Proof of his success was on display on Feb. 6, in Washington, D.C., where over 500 members of the local and national APA community crowded into the Great Hall of the historic Smithsonian Castle to pay tribute to a man who started as an appointed member of the San Jose City Council in 1967, and worked his way up to service as San Jose mayor, congressman, Secretary of Commerce and then Secretary of Transportation.

Along the way, he championed innovations in transportation, science, technology and civil rights, and became one of the rare individuals to serve in the cabinets of both democratic and republican presidents. He pushed for and played a decisive role in redressing the wrong committed against himself and other Japanese Americans during World War II. He was a sponsor of the original bill that created Asian Pacific American Heritage Month. And he helped to create enduring community institutions such as the Congressional APA Caucus and the APA Institute for Congressional Studies.

At the February 6th tribute, Japanese American World War II veterans wearing their medals mingled with a new generation of activists young enough to be their grandchildren.

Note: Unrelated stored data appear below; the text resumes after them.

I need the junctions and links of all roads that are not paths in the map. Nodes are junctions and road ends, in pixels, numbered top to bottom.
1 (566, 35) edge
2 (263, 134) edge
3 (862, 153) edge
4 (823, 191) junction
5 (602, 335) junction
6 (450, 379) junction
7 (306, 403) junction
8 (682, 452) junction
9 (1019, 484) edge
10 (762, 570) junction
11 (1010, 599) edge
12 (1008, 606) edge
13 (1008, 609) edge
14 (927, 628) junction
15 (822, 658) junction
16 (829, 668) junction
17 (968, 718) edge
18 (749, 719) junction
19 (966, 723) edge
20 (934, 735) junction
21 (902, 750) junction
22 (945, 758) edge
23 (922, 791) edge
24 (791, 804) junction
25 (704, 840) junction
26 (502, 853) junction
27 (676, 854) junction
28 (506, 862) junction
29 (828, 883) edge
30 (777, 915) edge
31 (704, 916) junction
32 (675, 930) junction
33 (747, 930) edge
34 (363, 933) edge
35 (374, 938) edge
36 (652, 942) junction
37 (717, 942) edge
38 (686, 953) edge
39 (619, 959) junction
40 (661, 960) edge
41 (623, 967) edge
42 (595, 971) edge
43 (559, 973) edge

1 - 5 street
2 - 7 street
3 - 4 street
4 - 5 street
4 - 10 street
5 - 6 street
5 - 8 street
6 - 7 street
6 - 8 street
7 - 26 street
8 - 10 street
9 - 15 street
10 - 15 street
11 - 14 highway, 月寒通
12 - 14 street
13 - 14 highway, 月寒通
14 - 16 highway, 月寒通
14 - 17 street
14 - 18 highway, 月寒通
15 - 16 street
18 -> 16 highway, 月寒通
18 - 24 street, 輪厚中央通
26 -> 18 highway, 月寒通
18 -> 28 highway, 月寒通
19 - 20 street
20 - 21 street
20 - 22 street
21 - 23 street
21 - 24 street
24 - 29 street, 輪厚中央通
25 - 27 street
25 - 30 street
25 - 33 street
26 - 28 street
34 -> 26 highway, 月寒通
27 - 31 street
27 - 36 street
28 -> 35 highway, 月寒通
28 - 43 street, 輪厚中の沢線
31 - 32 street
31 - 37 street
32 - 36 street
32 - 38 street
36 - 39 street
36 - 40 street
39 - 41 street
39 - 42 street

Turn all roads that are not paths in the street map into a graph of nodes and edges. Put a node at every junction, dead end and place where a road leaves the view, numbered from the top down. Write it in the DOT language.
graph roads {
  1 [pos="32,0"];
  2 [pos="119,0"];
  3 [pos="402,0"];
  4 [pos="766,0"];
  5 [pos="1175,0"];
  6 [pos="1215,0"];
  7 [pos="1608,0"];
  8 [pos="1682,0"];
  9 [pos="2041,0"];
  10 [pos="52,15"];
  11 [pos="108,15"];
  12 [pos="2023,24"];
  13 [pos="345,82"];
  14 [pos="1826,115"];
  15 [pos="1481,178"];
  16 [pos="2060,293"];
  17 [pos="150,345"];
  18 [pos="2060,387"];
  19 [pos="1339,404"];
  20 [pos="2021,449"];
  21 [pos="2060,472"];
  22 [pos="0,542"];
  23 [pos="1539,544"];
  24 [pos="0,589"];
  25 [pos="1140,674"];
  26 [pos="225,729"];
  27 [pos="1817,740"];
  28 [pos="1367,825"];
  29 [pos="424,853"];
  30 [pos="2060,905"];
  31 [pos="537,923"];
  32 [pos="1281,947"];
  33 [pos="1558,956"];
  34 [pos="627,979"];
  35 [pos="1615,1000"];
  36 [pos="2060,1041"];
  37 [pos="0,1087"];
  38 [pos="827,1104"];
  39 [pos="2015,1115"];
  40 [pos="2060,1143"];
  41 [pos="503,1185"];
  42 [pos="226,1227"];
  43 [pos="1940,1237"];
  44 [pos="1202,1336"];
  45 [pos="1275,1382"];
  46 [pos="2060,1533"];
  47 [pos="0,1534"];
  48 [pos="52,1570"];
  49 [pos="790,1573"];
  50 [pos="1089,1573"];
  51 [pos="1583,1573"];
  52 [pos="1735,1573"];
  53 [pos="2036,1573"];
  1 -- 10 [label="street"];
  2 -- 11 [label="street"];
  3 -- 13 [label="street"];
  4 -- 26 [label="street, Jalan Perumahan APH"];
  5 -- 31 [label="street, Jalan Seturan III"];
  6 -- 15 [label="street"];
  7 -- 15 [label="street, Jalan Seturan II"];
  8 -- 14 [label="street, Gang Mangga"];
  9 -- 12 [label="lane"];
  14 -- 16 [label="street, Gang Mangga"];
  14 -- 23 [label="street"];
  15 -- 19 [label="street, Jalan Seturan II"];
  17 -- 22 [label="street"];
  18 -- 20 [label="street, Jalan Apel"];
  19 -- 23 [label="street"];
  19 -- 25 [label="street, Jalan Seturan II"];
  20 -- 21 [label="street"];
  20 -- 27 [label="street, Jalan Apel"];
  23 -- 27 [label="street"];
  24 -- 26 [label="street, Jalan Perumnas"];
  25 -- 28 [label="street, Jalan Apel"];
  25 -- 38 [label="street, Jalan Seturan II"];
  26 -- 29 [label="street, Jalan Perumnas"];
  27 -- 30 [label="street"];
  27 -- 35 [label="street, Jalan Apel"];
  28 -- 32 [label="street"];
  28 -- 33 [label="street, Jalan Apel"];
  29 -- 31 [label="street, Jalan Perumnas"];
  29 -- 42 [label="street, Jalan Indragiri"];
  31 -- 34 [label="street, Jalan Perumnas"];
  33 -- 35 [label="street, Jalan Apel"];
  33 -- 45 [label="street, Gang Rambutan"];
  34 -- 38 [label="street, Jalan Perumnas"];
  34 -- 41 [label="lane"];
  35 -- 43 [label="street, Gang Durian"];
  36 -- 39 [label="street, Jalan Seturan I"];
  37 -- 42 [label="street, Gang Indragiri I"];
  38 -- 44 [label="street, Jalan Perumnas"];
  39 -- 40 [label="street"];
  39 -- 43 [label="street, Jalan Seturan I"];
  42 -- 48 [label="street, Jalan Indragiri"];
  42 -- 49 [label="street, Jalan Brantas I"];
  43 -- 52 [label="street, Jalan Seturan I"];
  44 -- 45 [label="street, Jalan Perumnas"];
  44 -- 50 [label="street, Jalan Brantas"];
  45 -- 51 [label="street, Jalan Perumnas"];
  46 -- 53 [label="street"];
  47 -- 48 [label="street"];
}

If you looked above and around the musicians and the crowds bunched around the food tables and bar stands, however, you noticed that this was really a museum, not an entertainment hall. Stuffed wild animals, medieval helmets, and hundreds of old books and artifacts lined the walls of this original Smithsonian building, which today is known mainly as an information center and administrative building.

Walking away from the stage and crowds in the Castle’s Great Hall, past the book-lined Commons area into another cavernous open space, Schermer Hall, the room was dominated by a white conveyor belt three feet off the ground and perpendicular to a full sushi bar. It moved in a slow clockwise arc.

Chefs created makizushi rolls, two to a tiny plate, as well as fresh unagi and other favorites. They placed them on the conveyor belt, which carried them around to the assembled well-dressed patrons.

Somehow it was appropriate that a tribute to a great Japanese American featured a classic of Japanese cuisine in a quintessentially American building. Like the man himself, who had gone far beyond his Japanese American roots, the sushi was just one part of a much bigger event. The tables of Asian food embodied the Asian Pacific America that he helped to create, celebrate and empower. The surrounding cases of artifacts and books represented an American history that he helped to shape and then preserve as a Smithsonian trustee.

Despite this lifetime of accomplishment, however, Norm was still Norm at the Feb. 6, event. He still remembered everyone’s name. He still took the time to ask about one person’s child and another one’s ailing parent. He still gave a stirring speech that minimized his own part in a community’s march toward recognition and inclusion, and reminded everyone in attendance that more work remained undone. Everyone, he said, had a part to play in moving this country forward.

A portrait of Norman Mineta is being painted for inclusion in the Smithsonian’s National Portrait Gallery, and the record books reflect that he was the longest-serving transportation secretary in the nation’s history. A hundred years from now, however, Norm’s greatest legacy may well be the way a young Cub Scout overcame a personal exclusion to help his family and his community achieve the inclusion they deserved.